The latest breakdown of Turkey’s rates:

  • Benchmark repo rate: 8%
  • Overnight lending rate: 9.2%
  • Overnight borrowing rate: 7.25%

The disappointment was particularly acute following a November decision to hike rates by 50 bps, the first such increase in more than two years.

As a result, the lira plunged nearly 2% with USD/TRY surging as much as 1.9% to session high of 3.8284.

In its justification, the central bank said that it can deliver further tightening if needed, noting “inflation expectations, pricing behavior and other factors affecting inflation will be closely monitored and, if needed, further monetary tightening will be delivered.”

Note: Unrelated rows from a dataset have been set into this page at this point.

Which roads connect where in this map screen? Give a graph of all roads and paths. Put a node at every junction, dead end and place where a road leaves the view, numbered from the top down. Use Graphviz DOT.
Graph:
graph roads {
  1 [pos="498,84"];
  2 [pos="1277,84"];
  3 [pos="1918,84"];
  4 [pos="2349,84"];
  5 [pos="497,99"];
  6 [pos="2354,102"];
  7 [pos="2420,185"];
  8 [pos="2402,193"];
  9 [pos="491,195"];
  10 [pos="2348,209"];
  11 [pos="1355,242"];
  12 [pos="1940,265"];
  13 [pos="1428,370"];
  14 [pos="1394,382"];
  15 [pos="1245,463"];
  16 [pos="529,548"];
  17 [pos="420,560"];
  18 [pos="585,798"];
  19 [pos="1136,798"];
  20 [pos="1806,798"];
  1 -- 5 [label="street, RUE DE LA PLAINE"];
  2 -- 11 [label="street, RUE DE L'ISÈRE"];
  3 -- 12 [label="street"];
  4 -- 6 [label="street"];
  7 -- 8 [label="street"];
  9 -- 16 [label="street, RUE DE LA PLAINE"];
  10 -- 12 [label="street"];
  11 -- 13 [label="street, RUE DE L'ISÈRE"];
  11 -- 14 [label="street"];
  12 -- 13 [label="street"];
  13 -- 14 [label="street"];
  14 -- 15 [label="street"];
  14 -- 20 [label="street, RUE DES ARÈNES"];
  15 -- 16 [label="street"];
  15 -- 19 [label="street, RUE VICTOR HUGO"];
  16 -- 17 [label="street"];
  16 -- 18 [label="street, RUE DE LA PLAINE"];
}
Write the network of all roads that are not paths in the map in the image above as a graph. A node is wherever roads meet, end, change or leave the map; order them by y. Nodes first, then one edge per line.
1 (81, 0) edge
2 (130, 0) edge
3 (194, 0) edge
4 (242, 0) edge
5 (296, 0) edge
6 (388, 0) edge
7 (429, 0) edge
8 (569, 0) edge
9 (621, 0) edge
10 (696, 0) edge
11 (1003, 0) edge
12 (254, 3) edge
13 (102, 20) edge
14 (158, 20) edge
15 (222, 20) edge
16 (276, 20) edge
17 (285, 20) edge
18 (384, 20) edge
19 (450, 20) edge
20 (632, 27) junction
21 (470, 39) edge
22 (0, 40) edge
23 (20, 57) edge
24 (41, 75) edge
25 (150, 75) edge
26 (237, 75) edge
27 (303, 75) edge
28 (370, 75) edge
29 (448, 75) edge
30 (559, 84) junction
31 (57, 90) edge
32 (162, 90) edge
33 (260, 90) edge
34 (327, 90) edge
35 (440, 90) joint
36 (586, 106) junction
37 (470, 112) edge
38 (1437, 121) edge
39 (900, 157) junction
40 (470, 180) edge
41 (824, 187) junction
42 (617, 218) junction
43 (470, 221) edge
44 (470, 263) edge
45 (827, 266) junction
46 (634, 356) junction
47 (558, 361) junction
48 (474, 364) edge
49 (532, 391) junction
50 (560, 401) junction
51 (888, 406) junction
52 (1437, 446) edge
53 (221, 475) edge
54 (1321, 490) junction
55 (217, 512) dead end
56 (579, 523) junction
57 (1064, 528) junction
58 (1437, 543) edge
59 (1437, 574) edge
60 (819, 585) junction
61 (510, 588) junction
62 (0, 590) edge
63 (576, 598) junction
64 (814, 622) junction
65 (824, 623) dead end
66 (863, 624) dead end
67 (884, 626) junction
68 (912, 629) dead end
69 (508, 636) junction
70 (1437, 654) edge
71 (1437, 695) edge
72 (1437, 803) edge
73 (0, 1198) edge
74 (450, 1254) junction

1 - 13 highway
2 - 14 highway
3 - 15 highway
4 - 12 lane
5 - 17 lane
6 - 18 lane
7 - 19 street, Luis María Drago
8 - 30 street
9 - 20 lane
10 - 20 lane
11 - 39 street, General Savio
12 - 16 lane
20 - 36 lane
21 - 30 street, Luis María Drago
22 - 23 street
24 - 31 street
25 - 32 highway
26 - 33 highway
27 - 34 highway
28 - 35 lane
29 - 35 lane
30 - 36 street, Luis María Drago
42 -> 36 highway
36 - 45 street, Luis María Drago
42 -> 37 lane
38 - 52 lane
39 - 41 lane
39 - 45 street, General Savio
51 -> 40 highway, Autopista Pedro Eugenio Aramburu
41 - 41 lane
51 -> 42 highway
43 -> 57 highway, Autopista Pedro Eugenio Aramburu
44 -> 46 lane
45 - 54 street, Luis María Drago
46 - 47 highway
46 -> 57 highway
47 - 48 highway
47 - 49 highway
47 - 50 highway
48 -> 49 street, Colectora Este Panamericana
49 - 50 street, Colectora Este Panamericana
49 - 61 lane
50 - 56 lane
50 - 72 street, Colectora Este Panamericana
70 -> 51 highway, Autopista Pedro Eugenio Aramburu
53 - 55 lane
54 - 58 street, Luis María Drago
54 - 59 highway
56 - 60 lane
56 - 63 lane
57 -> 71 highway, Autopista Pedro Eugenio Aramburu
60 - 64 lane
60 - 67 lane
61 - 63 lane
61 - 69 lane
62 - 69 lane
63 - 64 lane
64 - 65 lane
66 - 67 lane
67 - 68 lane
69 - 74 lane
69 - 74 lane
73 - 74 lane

“Moreover, necessary liquidity measures will be taken in case of unhealthy pricing behavior in the foreign exchange market that cannot be justified by economic fundamentals.”

“Recent data indicate partial recovery in economic activity, which is “expected to continue at a moderate pace. Yet, excessive fluctuations in exchange rates since the previous meeting have increased the upside risks regarding the inflation outlook”

It concluded that “significant rise in inflation is expected to continue in the short term due to lagged pass-through effects and the volatility in food prices.”

In other words, expect Turkish inflation to soar in the near future as the currency crash accelerates, all the while Erdogan blames some vast foreign conspiracy to overthrow him.